Transform and aggregate the data with SORT, JOIN, and other operations while it is in the staging area.

Load data into the warehouse.

According to this workflow, by the time the data loads into the warehouse, ETL has structured it into a relational format that the data warehouse can read efficiently – so business intelligence tools can work with the data to produce valuable reports.

What Is ELT?

Most organizations continue to rely on ETL for data integration, but the need for preload transformations has changed with the rise of data lakes and high-performance, cloud-based data warehouses (like Redshift, Azure, BigQuery, and Snowflake).

Modern cloud data warehouses have the processing capability to efficiently manage write operations on large data sets. In fact, cloud data warehouses are so fast at processing data that they have rendered ETL unnecessary for many use-cases. This has ultimately given rise to a new data integration strategy, ELT, which skips the ETL staging area for speedier data ingestion and greater agility. ELT sends raw, unprepared data directly to the warehouse and relies on the data warehouse to carry out the transformations post-loading.

ELT tools prepare and process data in the following order:

Extract raw, unprepared data from source applications and databases.

Load the unprepared data into the warehouse.

Use the data warehouse to process transformations when required.

The main point to remember with ELT is that data transformations happen within the data warehouse itself, which typically bypasses the need for a staging server. In this respect, the data warehouse contains both raw and transformed data inside it.

ELT offers an excellent way to collect and store large amounts of raw, unstructured data. At the same time, ELT doesn’t give you the option of removing PHI, PII, and other sensitive data before loading it into the data warehouse. Therefore, it isn’t perfect from the perspectives of data security, compliance, and data quality. Simply put, sacrificing security and compliance in the name of speed and flexibility just isn’t an option for many businesses, which is why most businesses continue to rely on ETL or they select the hybrid approach of ETLT (more on this later).

ETL vs. ELT: Advantages and Use-Cases

Both ETL and ELT offer specific advantages that make them suitable for different use-cases, and sometimes – as you’ll see in the following section on ETLT – you really need a mix of both.
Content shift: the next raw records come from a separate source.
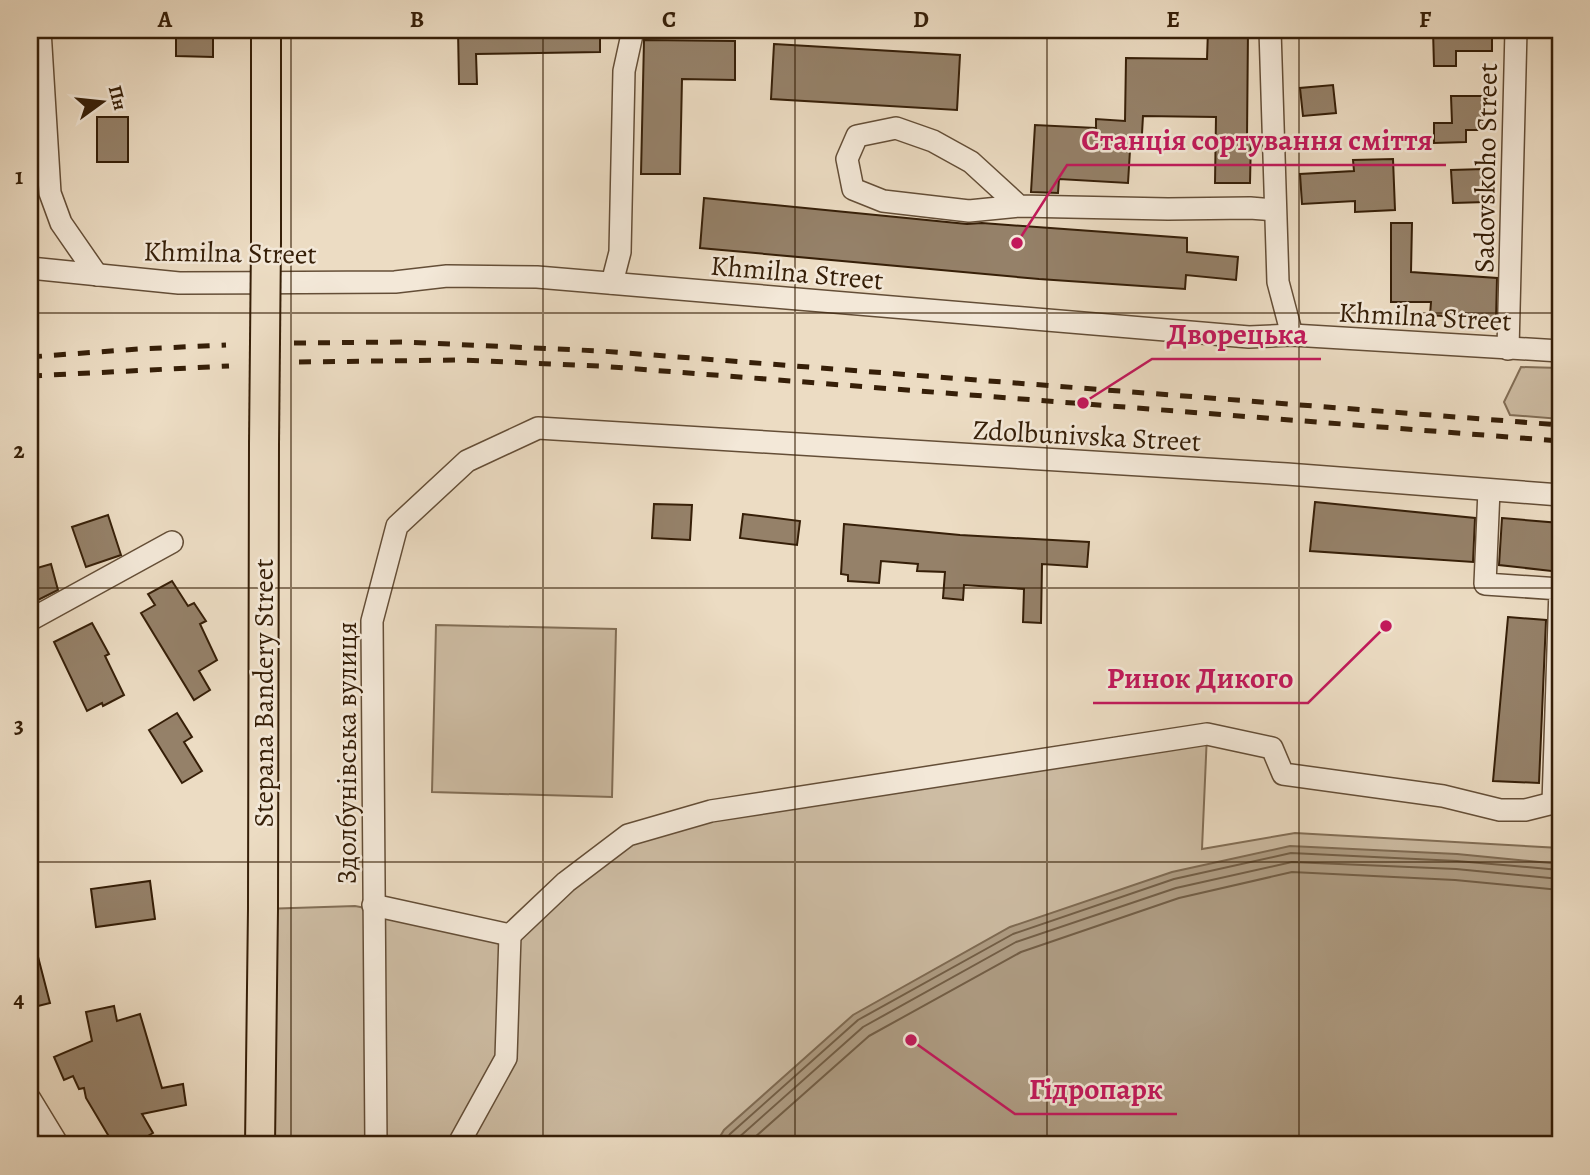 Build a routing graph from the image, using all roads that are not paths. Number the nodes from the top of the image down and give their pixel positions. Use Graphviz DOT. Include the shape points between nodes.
graph roads {
  1 [pos="40,30"];
  2 [pos="265,30"];
  3 [pos="633,30"];
  4 [pos="1270,30"];
  5 [pos="1516,30"];
  6 [pos="1019,206"];
  7 [pos="1275,210"];
  8 [pos="30,268"];
  9 [pos="97,275"];
  10 [pos="612,284"];
  11 [pos="1292,335"];
  12 [pos="1508,349"];
  13 [pos="1560,351"];
  14 [pos="1489,490"];
  15 [pos="1560,495"];
  16 [pos="172,542"];
  17 [pos="30,620"];
  18 [pos="1557,804"];
  19 [pos="373,905"];
  20 [pos="510,935"];
  21 [pos="30,1099"];
  22 [pos="58,1145"];
  23 [pos="260,1145"];
  24 [pos="376,1145"];
  25 [pos="458,1145"];
  1 -- 9 [label="street" via="50,194 61,223"];
  2 -- 23 [label="main road, Stepana Bandery Street, bridge"];
  3 -- 10 [label="street" via="624,71 620,252"];
  4 -- 7 [label="street"];
  5 -- 12 [label="street, Sadovskoho Street"];
  6 -- 6 [label="street" via="971,162 896,128 857,136 847,159 853,189 883,201 969,211"];
  6 -- 7 [label="street"];
  7 -- 11 [label="street" via="1278,282"];
  8 -- 9 [label="street, Khmilna Street"];
  9 -- 10 [label="street, Khmilna Street" via="179,284 395,282 447,276"];
  10 -- 11 [label="street, Khmilna Street" via="1249,337"];
  11 -- 12 [label="street, Khmilna Street"];
  12 -- 13 [label="street, Khmilna Street"];
  14 -- 15 [label="street, Zdolbunivska Street"];
  14 -- 18 [label="street" via="1485,584 1560,589"];
  14 -- 19 [label="street, Zdolbunivska Street" via="538,428 467,460 397,526 372,621"];
  16 -- 17 [label="street"];
  18 -- 20 [label="street" via="1500,810 1443,796 1283,774 1272,748 1207,734 711,811 628,835 566,882"];
  19 -- 20 [label="street"];
  19 -- 24 [label="street, Здолбунівська вулиця"];
  20 -- 25 [label="street" via="506,1058"];
  21 -- 22 [label="street"];
} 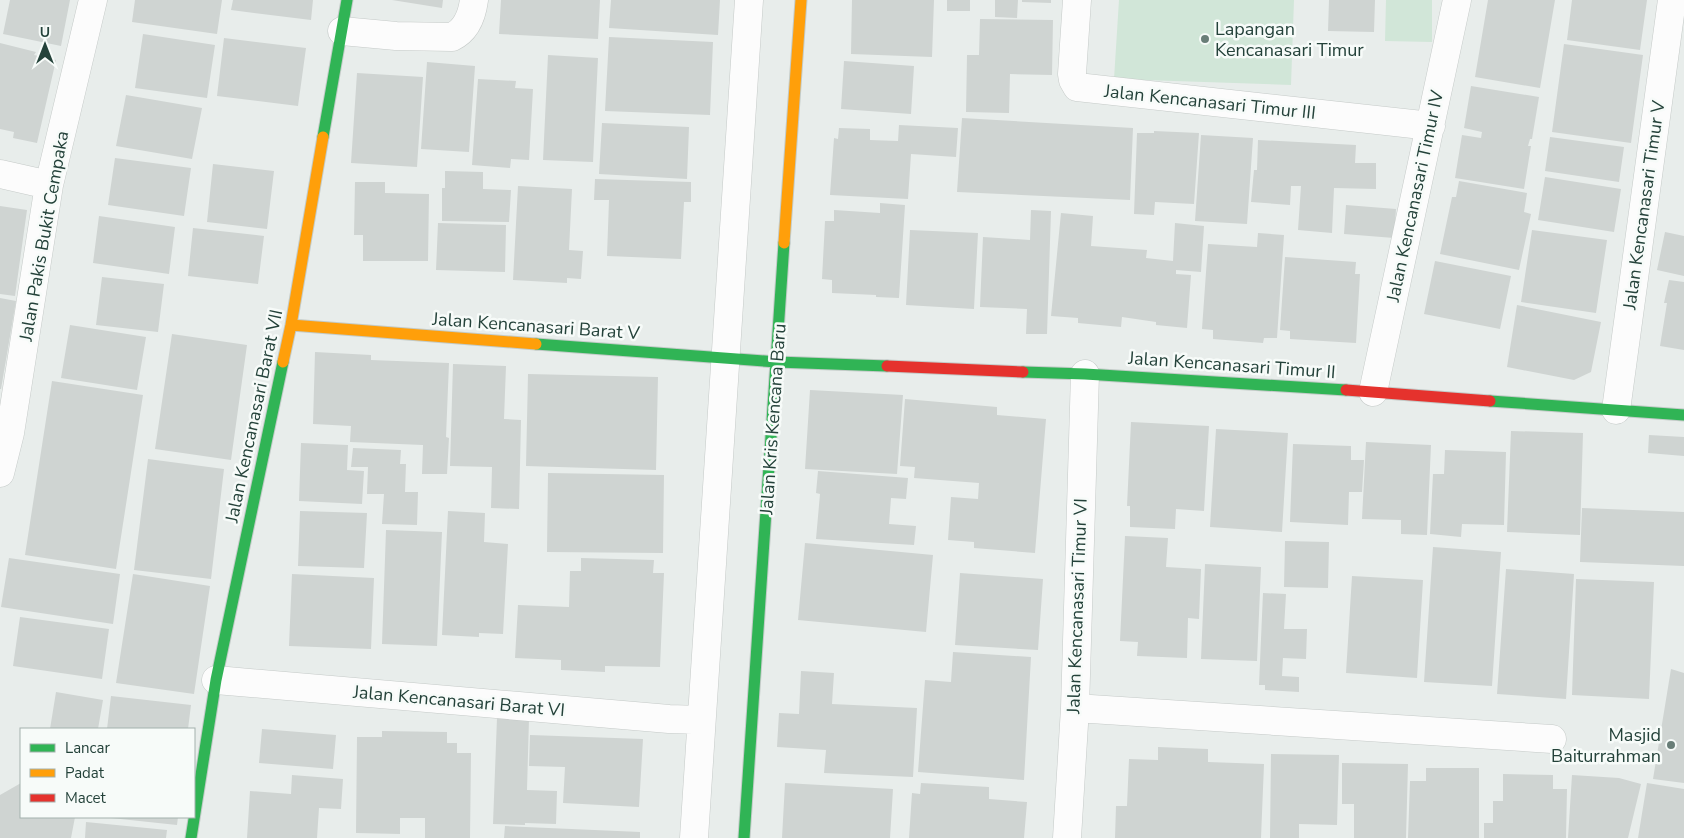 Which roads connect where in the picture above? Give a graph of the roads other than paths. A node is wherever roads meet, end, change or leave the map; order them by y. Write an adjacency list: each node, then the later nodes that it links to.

ETL Advantages and Use-Cases

The advantages of ETL apply to the following scenarios:

Data compliance and security: Whether your organization adheres to industry-specific data compliance standards – like SOC 2, GDPR, CCPA, and HIPAA – or a data compliance standard of your own, it may be necessary to remove, mask, or encrypt PHI (protected health information), PII (personally identifiable information), and other data before moving it to the data warehouse. An ETL strategy that transforms data before loading can achieve this, but an ELT strategy can’t. For instance, with ELT, SysAdmins may have access to sensitive information in logs even if the data warehouse transforms it after loading. This makes ETL more suitable when data compliance is a concern.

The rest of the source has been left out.